Turns out he was just wearing shades to look cool, the vain gargoyle!


poodlefaker

I was scared of The Who as a kid in the 70s. My brother's copy of Meaty Beaty Big and Bouncy freaked me out. All the songs seemed to be about unhappy children: Pictures of Lily, The Kids Are Alright (which I thought was about parents going out and leaving the children alone in the house at night), Substitute, I'm a Boy (terrifying to me), Happy Jack...even the cover picture scared me. I saw Tommy on TV around the same time, which didn't help. Roger Daltry still gives me the creeps.

idunnosomename


PaulTMA

Quote from: holdover on May 22, 2022, 04:36:12 PMAlso, growing up in the 80's when The Monkees tv show was on during summer holidays I thought they were contemporary and didn't even notice anything strange when Davy Jones started presenting some treasure hunting show on the bbc other than that he had a new haircut.

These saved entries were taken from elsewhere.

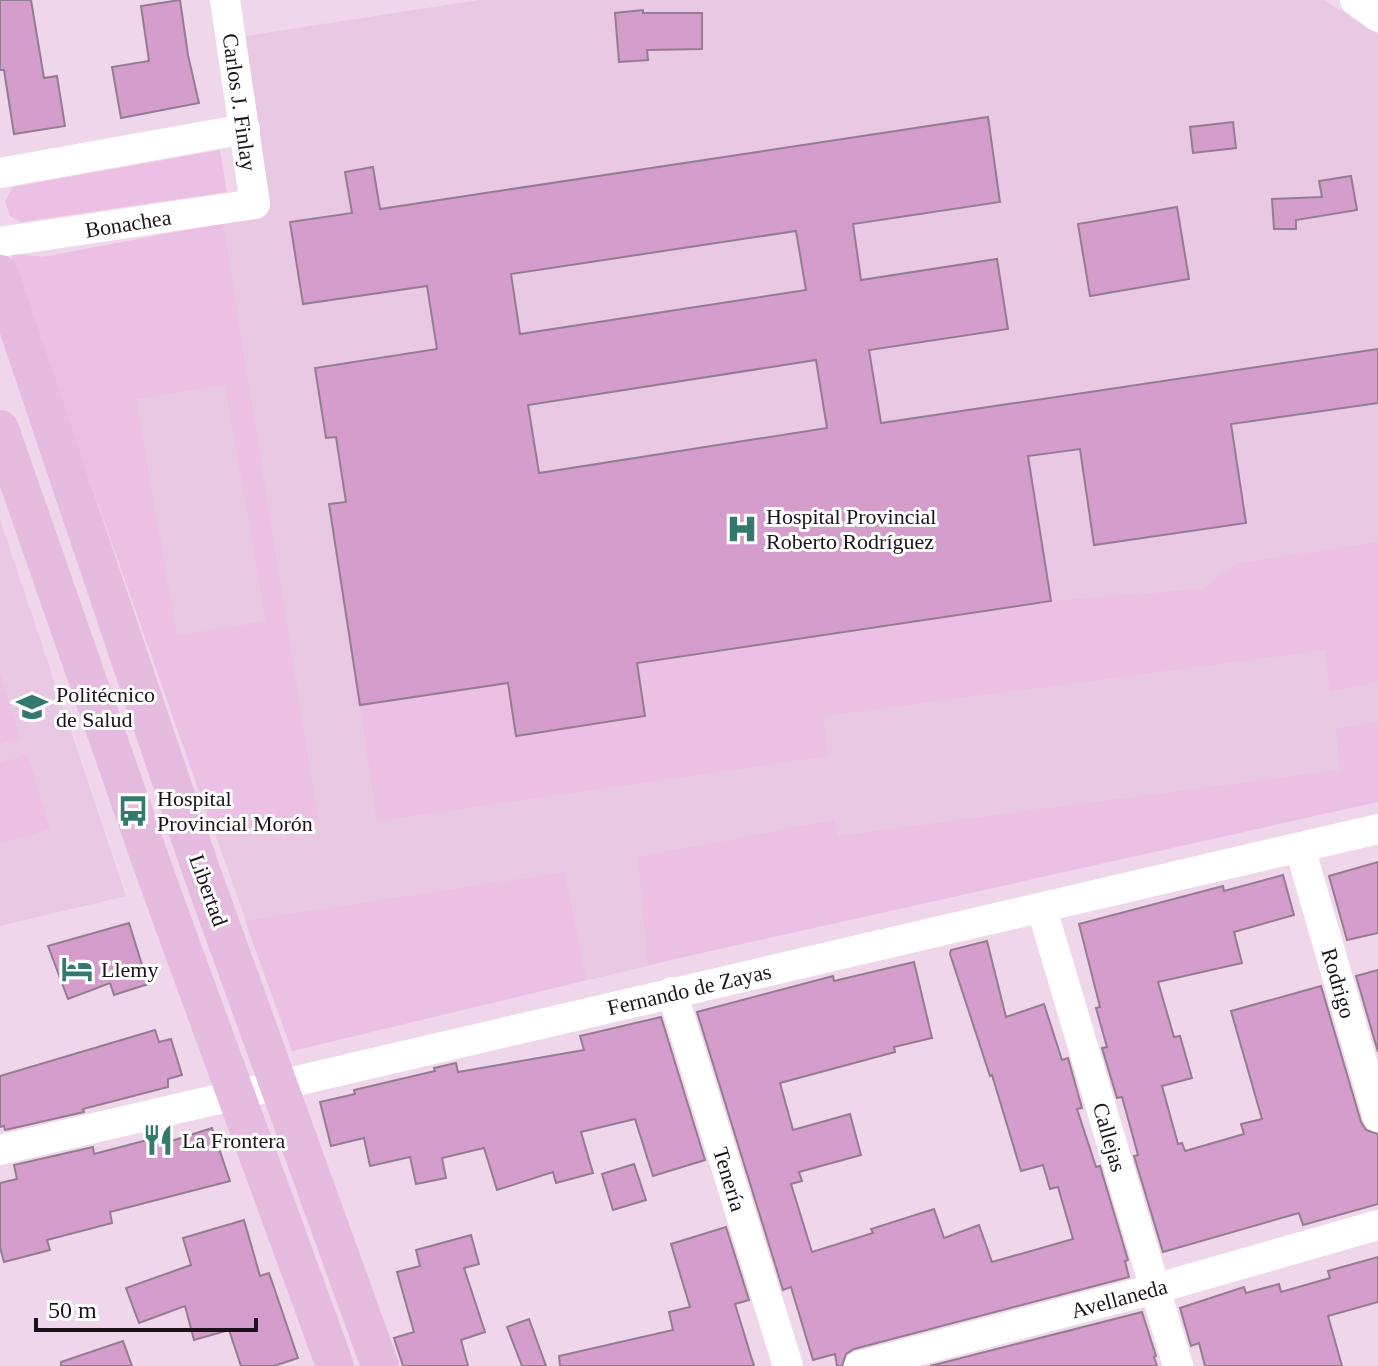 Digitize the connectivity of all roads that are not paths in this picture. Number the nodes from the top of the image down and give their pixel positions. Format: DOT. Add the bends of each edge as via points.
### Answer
graph roads {
  1 [pos="225,0"];
  2 [pos="1355,0"];
  3 [pos="1378,17"];
  4 [pos="245,129"];
  5 [pos="0,173"];
  6 [pos="255,204"];
  7 [pos="0,242"];
  8 [pos="0,274"];
  9 [pos="0,429"];
  10 [pos="1378,829"];
  11 [pos="1300,848"];
  12 [pos="1042,909"];
  13 [pos="672,992"];
  14 [pos="278,1084"];
  15 [pos="237,1095"];
  16 [pos="1378,1117"];
  17 [pos="0,1150"];
  18 [pos="1378,1225"];
  19 [pos="1154,1289"];
  20 [pos="335,1366"];
  21 [pos="380,1366"];
  22 [pos="788,1366"];
  23 [pos="859,1366"];
  24 [pos="1178,1366"];
  1 -- 4 [label="street, Carlos J. Finlay"];
  2 -- 3 [label="street"];
  4 -- 5 [label="street"];
  4 -- 6 [label="street, Carlos J. Finlay"];
  6 -- 7 [label="street, Bonachea"];
  8 -- 14 [label="main road, Libertad"];
  9 -- 15 [label="main road, Libertad"];
  10 -- 11 [label="street, Fernando de Zayas"];
  11 -- 12 [label="street, Fernando de Zayas"];
  11 -- 16 [label="street, Rodrigo"];
  12 -- 13 [label="street, Fernando de Zayas"];
  12 -- 19 [label="street, Callejas"];
  13 -- 14 [label="street, Fernando de Zayas"];
  13 -- 22 [label="street, Tenería"];
  14 -- 15 [label="street, Fernando de Zayas"];
  14 -- 21 [label="main road, Libertad"];
  15 -- 17 [label="street, Fernando de Zayas"];
  15 -- 20 [label="main road, Libertad"];
  18 -- 19 [label="street, Avellaneda"];
  19 -- 23 [label="street, Avellaneda"];
  19 -- 24 [label="street, Callejas"];
}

I can't remember who it was, but fairly recently I recall seeing an interview with someone whose first concert was the 1980s Monkees, as was genuinely horrified to discover they were in fact these weird-looking middle-aged men with mullets.

Brundle-Fly

When I fist saw Bad Manners on TOTP, I thought Buster Bloodvessel and Winston Bazoomies (curly haired harmonica bloke on percussion) had genuinely been let out of a high security psychiatric unit for the day. Loved'em ever since. The sad thing is, Winston AKA Alan Sayag did suffer hugely from MH issues and was eventually sectioned for a while or so I believe. I had heard he'd died some years ago but no info online.

http://www.badmannersontour.com/home/winston_bazoomies


Jockice

When I was a kid I thought Bryan Ferry was a horrible creepy, greasy , slimy wanker. And nothing since then has remotely altered my opinion.